§ WHAT THE TASK ASKS
Write the entries out again. Each one must match exactly.

Collection entries:
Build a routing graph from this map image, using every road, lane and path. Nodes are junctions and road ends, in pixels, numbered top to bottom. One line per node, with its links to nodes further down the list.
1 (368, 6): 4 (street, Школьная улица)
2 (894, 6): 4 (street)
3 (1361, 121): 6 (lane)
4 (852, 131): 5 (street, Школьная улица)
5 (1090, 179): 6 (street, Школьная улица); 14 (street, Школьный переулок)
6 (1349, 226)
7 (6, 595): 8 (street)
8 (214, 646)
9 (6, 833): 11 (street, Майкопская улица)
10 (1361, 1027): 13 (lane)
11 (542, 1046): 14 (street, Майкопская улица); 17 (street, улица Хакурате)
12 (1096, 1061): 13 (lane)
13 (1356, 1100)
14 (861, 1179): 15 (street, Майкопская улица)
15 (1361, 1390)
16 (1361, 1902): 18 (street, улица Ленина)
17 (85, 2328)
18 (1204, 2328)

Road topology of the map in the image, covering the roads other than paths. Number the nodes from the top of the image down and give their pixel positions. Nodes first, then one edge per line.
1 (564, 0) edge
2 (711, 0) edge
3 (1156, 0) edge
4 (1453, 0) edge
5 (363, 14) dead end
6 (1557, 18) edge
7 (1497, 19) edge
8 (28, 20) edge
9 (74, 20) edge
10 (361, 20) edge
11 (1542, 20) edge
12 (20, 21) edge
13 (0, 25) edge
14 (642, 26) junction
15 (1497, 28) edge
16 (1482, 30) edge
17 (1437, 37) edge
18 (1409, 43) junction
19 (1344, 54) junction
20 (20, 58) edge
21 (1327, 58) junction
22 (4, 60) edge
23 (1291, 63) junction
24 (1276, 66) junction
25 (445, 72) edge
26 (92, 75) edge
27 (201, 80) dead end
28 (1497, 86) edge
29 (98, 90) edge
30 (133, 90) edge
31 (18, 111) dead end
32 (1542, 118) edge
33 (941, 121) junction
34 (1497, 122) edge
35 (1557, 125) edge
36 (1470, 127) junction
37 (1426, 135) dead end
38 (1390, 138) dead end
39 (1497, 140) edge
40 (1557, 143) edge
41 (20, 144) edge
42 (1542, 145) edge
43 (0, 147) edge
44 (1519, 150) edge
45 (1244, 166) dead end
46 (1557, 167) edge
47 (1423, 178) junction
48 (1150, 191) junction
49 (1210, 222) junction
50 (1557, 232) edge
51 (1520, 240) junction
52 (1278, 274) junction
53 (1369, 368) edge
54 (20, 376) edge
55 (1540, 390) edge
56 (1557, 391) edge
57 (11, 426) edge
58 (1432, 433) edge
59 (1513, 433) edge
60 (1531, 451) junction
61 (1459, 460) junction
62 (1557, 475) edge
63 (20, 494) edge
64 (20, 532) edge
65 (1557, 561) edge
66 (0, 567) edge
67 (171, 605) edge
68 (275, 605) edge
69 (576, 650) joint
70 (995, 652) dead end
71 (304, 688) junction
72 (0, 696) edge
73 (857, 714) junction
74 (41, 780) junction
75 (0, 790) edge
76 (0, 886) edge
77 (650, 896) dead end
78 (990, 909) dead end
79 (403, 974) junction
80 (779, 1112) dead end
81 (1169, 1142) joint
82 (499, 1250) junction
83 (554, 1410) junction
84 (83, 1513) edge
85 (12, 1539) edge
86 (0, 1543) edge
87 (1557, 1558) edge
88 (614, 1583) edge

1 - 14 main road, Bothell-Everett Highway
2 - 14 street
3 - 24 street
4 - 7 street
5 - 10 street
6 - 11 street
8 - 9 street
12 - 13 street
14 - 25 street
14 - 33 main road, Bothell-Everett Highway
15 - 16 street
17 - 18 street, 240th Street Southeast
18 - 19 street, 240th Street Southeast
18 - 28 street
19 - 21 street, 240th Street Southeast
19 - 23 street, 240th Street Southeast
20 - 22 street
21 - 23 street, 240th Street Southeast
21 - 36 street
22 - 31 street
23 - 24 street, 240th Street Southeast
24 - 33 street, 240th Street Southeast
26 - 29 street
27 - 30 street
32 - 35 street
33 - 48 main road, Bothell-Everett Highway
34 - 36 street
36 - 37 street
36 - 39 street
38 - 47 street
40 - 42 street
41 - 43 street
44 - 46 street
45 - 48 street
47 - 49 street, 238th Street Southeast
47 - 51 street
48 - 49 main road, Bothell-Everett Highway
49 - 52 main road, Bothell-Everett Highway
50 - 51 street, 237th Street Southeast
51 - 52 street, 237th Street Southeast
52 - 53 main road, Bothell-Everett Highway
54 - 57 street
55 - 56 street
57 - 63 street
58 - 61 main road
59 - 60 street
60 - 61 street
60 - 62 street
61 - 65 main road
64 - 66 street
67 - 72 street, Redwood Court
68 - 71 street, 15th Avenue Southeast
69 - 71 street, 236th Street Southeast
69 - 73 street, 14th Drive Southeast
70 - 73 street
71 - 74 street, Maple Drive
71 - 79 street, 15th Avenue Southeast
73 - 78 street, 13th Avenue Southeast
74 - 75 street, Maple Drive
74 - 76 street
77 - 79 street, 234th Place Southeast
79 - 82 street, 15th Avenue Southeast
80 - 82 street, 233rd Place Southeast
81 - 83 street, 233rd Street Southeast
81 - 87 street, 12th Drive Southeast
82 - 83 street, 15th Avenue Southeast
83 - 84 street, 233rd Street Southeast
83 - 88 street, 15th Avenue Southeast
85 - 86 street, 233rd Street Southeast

§ OUTPUT FOR THIS TASK
Build a routing graph from this map image, using every road, lane and path. Nodes are junctions and road ends, in pixels, numbered top to bottom. One line per node, with its links to nodes further down the list.
1 (368, 6): 4 (street, Школьная улица)
2 (894, 6): 4 (street)
3 (1361, 121): 6 (lane)
4 (852, 131): 5 (street, Школьная улица)
5 (1090, 179): 6 (street, Школьная улица); 14 (street, Школьный переулок)
6 (1349, 226)
7 (6, 595): 8 (street)
8 (214, 646)
9 (6, 833): 11 (street, Майкопская улица)
10 (1361, 1027): 13 (lane)
11 (542, 1046): 14 (street, Майкопская улица); 17 (street, улица Хакурате)
12 (1096, 1061): 13 (lane)
13 (1356, 1100)
14 (861, 1179): 15 (street, Майкопская улица)
15 (1361, 1390)
16 (1361, 1902): 18 (street, улица Ленина)
17 (85, 2328)
18 (1204, 2328)

Road topology of the map in the image, covering the roads other than paths. Number the nodes from the top of the image down and give their pixel positions. Nodes first, then one edge per line.
1 (564, 0) edge
2 (711, 0) edge
3 (1156, 0) edge
4 (1453, 0) edge
5 (363, 14) dead end
6 (1557, 18) edge
7 (1497, 19) edge
8 (28, 20) edge
9 (74, 20) edge
10 (361, 20) edge
11 (1542, 20) edge
12 (20, 21) edge
13 (0, 25) edge
14 (642, 26) junction
15 (1497, 28) edge
16 (1482, 30) edge
17 (1437, 37) edge
18 (1409, 43) junction
19 (1344, 54) junction
20 (20, 58) edge
21 (1327, 58) junction
22 (4, 60) edge
23 (1291, 63) junction
24 (1276, 66) junction
25 (445, 72) edge
26 (92, 75) edge
27 (201, 80) dead end
28 (1497, 86) edge
29 (98, 90) edge
30 (133, 90) edge
31 (18, 111) dead end
32 (1542, 118) edge
33 (941, 121) junction
34 (1497, 122) edge
35 (1557, 125) edge
36 (1470, 127) junction
37 (1426, 135) dead end
38 (1390, 138) dead end
39 (1497, 140) edge
40 (1557, 143) edge
41 (20, 144) edge
42 (1542, 145) edge
43 (0, 147) edge
44 (1519, 150) edge
45 (1244, 166) dead end
46 (1557, 167) edge
47 (1423, 178) junction
48 (1150, 191) junction
49 (1210, 222) junction
50 (1557, 232) edge
51 (1520, 240) junction
52 (1278, 274) junction
53 (1369, 368) edge
54 (20, 376) edge
55 (1540, 390) edge
56 (1557, 391) edge
57 (11, 426) edge
58 (1432, 433) edge
59 (1513, 433) edge
60 (1531, 451) junction
61 (1459, 460) junction
62 (1557, 475) edge
63 (20, 494) edge
64 (20, 532) edge
65 (1557, 561) edge
66 (0, 567) edge
67 (171, 605) edge
68 (275, 605) edge
69 (576, 650) joint
70 (995, 652) dead end
71 (304, 688) junction
72 (0, 696) edge
73 (857, 714) junction
74 (41, 780) junction
75 (0, 790) edge
76 (0, 886) edge
77 (650, 896) dead end
78 (990, 909) dead end
79 (403, 974) junction
80 (779, 1112) dead end
81 (1169, 1142) joint
82 (499, 1250) junction
83 (554, 1410) junction
84 (83, 1513) edge
85 (12, 1539) edge
86 (0, 1543) edge
87 (1557, 1558) edge
88 (614, 1583) edge

1 - 14 main road, Bothell-Everett Highway
2 - 14 street
3 - 24 street
4 - 7 street
5 - 10 street
6 - 11 street
8 - 9 street
12 - 13 street
14 - 25 street
14 - 33 main road, Bothell-Everett Highway
15 - 16 street
17 - 18 street, 240th Street Southeast
18 - 19 street, 240th Street Southeast
18 - 28 street
19 - 21 street, 240th Street Southeast
19 - 23 street, 240th Street Southeast
20 - 22 street
21 - 23 street, 240th Street Southeast
21 - 36 street
22 - 31 street
23 - 24 street, 240th Street Southeast
24 - 33 street, 240th Street Southeast
26 - 29 street
27 - 30 street
32 - 35 street
33 - 48 main road, Bothell-Everett Highway
34 - 36 street
36 - 37 street
36 - 39 street
38 - 47 street
40 - 42 street
41 - 43 street
44 - 46 street
45 - 48 street
47 - 49 street, 238th Street Southeast
47 - 51 street
48 - 49 main road, Bothell-Everett Highway
49 - 52 main road, Bothell-Everett Highway
50 - 51 street, 237th Street Southeast
51 - 52 street, 237th Street Southeast
52 - 53 main road, Bothell-Everett Highway
54 - 57 street
55 - 56 street
57 - 63 street
58 - 61 main road
59 - 60 street
60 - 61 street
60 - 62 street
61 - 65 main road
64 - 66 street
67 - 72 street, Redwood Court
68 - 71 street, 15th Avenue Southeast
69 - 71 street, 236th Street Southeast
69 - 73 street, 14th Drive Southeast
70 - 73 street
71 - 74 street, Maple Drive
71 - 79 street, 15th Avenue Southeast
73 - 78 street, 13th Avenue Southeast
74 - 75 street, Maple Drive
74 - 76 street
77 - 79 street, 234th Place Southeast
79 - 82 street, 15th Avenue Southeast
80 - 82 street, 233rd Place Southeast
81 - 83 street, 233rd Street Southeast
81 - 87 street, 12th Drive Southeast
82 - 83 street, 15th Avenue Southeast
83 - 84 street, 233rd Street Southeast
83 - 88 street, 15th Avenue Southeast
85 - 86 street, 233rd Street Southeast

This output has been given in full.